ASC scores contributed to facilitating a more comprehensive evaluation of DOT. ASDOT visualized that the DOTtotal decreased in parenteral antibiotics with ASC scores ≥ 6 (Figure 4d and 4e) while it increased in antibiotics with ASC scores < 6 (Figure 4f and 4i), raising the issue that oral antibiotics with broad-spectrum should be targeted for decrease (Figure 4g). Specifically, the only oral antibiotics with ASC scores > 10 were fluoroquinolones (levofloxacin, moxifloxacin, garenoxacin, tosufloxacin, sitafloxacin, pazufloxacin, lascufloxacin, and prulifloxacin) in the hospital. While parenteral antibiotics with ASC scores > 10 are subject to prescribing notification to the AST in the hospital, such a regulation might also be considered for these oral antibiotics. The present study demonstrated first that ASDOT allows for comprehensive monitoring of antibiotics across a range of ASC scores. Further stratification by departments would provide valuable insights for individual AST activities.
We also evaluated the DOTtotal and ASC-related metrics for monitoring oral antibiotics in outpatients for the first time (Figure 5).
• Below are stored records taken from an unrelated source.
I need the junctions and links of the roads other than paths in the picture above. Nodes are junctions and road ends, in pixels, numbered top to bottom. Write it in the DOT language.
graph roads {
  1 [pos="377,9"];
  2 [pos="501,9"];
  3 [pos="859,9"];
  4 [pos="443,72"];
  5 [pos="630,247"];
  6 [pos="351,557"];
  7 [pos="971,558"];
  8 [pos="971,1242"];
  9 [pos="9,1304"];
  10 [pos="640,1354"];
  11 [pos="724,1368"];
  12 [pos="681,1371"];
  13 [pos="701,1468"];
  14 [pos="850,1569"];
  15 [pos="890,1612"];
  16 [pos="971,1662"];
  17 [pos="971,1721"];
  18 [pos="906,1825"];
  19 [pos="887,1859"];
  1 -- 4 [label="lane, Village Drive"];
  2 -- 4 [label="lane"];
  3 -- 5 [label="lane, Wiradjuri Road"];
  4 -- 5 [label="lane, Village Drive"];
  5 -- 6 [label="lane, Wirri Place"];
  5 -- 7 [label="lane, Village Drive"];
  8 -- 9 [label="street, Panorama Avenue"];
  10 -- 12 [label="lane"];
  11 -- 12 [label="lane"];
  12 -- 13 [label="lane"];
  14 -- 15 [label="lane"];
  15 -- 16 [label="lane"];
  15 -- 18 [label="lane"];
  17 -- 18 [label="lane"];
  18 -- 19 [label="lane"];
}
The increasing trends in the DOTtotal and DASC was similar to those for inpatients, regardless of the AST programs (Figure 5g and 5h, versus Figure 3g and 3h). Although the negative slope for the DASC/DOT ratio did not demonstrate the statistical significance, this trend may show significance with continuous AST activity.
The study had five additional limitations. First, the practice of de-escalation and step-down therapy was indirectly observed from the results, meaning the appropriateness of the infection treatment could not be directly evaluated. Continuous AST activities and proactive antimicrobial feedback can address this concern. Second, this was a single-center study, so further evaluation in a multicenter setting should be conducted. Third, the ITS analysis cannot control for secular trends that may have led to improvements independent of the AST program. Fourth, the detailed information and demographics of the included population could not be evaluated with the current data acquisition method. Lastly, more complex metrics may compromise generalizability and pose challenges with informatics infrastructure. Determining and acknowledging ASC scores in society is essential to facilitate the metrics.
Conclusions
We demonstrated that ASC-related metrics, the DASC/DOT ratio and ASDOT, offer independent and different measures for assessing ASTs for inpatients, and yield useful information from conventional simpler metrics such as DOTtotal. ASC-related metrics could be instrumental in enabling comprehensive antibiotic monitoring, incorporating the aspect of the antibiotic spectrum.
Supplementary material
The supplementary material for this article can be found at https://doi.org/10.1017/ice.2024.137
Acknowledgments
We would like to express our great appreciation for the significant contributions to the AST activity made by Yoko Fujimoto, Mina Tezuka, and Mayumi Yoshida, who are certified nurses in infection control. We also sincerely appreciate the excellent microbiological work done by Mika Fukushima, Kanako Mizuta, and Tatsuya Yoshinouchi, who are esteemed clinical microbiologists.
Financial support
None reported.
Competing interests
All authors report no conflicts of interest relevant to this article.